# [EXERCISE DESCRIPTION]
From the listing below, set down exactly each line beginning with the one containing "Please list the" and ending with the last.

━━ EXTRACTED INFORMATION ━━

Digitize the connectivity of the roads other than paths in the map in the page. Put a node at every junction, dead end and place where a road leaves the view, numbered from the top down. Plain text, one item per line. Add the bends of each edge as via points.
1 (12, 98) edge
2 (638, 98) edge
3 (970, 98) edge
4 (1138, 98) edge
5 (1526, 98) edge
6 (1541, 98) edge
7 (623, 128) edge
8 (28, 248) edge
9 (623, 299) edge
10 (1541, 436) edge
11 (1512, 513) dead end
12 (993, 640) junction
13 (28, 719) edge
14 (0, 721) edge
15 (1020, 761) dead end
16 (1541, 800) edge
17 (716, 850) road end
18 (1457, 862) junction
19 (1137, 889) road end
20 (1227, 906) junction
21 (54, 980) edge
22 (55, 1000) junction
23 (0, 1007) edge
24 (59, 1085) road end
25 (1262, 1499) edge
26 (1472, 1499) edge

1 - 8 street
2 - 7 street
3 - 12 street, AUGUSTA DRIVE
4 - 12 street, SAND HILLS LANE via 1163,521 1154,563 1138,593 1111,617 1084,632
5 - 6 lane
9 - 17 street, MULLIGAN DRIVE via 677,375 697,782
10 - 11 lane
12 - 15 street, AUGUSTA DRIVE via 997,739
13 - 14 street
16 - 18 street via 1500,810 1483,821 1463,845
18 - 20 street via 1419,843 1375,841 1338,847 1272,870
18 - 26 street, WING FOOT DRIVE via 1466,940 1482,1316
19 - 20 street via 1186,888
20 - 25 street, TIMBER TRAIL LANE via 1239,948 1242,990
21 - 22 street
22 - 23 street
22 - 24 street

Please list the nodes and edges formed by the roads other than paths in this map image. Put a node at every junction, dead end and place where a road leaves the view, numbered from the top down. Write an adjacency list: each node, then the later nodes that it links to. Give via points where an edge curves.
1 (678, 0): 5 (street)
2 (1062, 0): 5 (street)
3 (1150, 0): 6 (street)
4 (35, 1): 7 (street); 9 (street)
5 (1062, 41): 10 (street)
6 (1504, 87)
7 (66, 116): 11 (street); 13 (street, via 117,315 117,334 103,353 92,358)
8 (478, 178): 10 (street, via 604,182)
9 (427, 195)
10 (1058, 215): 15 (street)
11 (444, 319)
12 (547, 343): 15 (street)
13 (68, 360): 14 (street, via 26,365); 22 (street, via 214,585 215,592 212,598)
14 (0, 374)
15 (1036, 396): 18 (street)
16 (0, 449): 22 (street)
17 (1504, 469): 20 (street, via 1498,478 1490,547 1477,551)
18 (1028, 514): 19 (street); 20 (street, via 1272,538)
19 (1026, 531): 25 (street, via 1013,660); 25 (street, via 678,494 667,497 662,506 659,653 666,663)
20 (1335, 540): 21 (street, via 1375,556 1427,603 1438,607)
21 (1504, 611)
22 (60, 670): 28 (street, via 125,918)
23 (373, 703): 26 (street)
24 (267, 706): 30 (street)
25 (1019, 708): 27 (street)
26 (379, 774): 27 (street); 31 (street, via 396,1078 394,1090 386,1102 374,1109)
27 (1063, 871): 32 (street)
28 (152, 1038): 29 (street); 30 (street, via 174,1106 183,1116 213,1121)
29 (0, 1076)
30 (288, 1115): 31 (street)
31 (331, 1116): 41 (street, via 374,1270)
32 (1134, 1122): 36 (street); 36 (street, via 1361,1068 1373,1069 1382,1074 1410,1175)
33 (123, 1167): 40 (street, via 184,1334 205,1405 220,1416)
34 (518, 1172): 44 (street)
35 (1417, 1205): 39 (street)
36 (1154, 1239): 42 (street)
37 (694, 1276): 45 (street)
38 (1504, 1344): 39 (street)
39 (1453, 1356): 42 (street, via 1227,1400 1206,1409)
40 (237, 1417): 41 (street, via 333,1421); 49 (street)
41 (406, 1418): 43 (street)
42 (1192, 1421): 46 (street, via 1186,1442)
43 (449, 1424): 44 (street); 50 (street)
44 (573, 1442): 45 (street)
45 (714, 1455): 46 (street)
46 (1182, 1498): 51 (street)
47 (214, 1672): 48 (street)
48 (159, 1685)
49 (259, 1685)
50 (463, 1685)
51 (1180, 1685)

━━━

# [THE ANSWER]
Please list the nodes and edges formed by the roads other than paths in this map image. Put a node at every junction, dead end and place where a road leaves the view, numbered from the top down. Write an adjacency list: each node, then the later nodes that it links to. Give via points where an edge curves.
1 (678, 0): 5 (street)
2 (1062, 0): 5 (street)
3 (1150, 0): 6 (street)
4 (35, 1): 7 (street); 9 (street)
5 (1062, 41): 10 (street)
6 (1504, 87)
7 (66, 116): 11 (street); 13 (street, via 117,315 117,334 103,353 92,358)
8 (478, 178): 10 (street, via 604,182)
9 (427, 195)
10 (1058, 215): 15 (street)
11 (444, 319)
12 (547, 343): 15 (street)
13 (68, 360): 14 (street, via 26,365); 22 (street, via 214,585 215,592 212,598)
14 (0, 374)
15 (1036, 396): 18 (street)
16 (0, 449): 22 (street)
17 (1504, 469): 20 (street, via 1498,478 1490,547 1477,551)
18 (1028, 514): 19 (street); 20 (street, via 1272,538)
19 (1026, 531): 25 (street, via 1013,660); 25 (street, via 678,494 667,497 662,506 659,653 666,663)
20 (1335, 540): 21 (street, via 1375,556 1427,603 1438,607)
21 (1504, 611)
22 (60, 670): 28 (street, via 125,918)
23 (373, 703): 26 (street)
24 (267, 706): 30 (street)
25 (1019, 708): 27 (street)
26 (379, 774): 27 (street); 31 (street, via 396,1078 394,1090 386,1102 374,1109)
27 (1063, 871): 32 (street)
28 (152, 1038): 29 (street); 30 (street, via 174,1106 183,1116 213,1121)
29 (0, 1076)
30 (288, 1115): 31 (street)
31 (331, 1116): 41 (street, via 374,1270)
32 (1134, 1122): 36 (street); 36 (street, via 1361,1068 1373,1069 1382,1074 1410,1175)
33 (123, 1167): 40 (street, via 184,1334 205,1405 220,1416)
34 (518, 1172): 44 (street)
35 (1417, 1205): 39 (street)
36 (1154, 1239): 42 (street)
37 (694, 1276): 45 (street)
38 (1504, 1344): 39 (street)
39 (1453, 1356): 42 (street, via 1227,1400 1206,1409)
40 (237, 1417): 41 (street, via 333,1421); 49 (street)
41 (406, 1418): 43 (street)
42 (1192, 1421): 46 (street, via 1186,1442)
43 (449, 1424): 44 (street); 50 (street)
44 (573, 1442): 45 (street)
45 (714, 1455): 46 (street)
46 (1182, 1498): 51 (street)
47 (214, 1672): 48 (street)
48 (159, 1685)
49 (259, 1685)
50 (463, 1685)
51 (1180, 1685)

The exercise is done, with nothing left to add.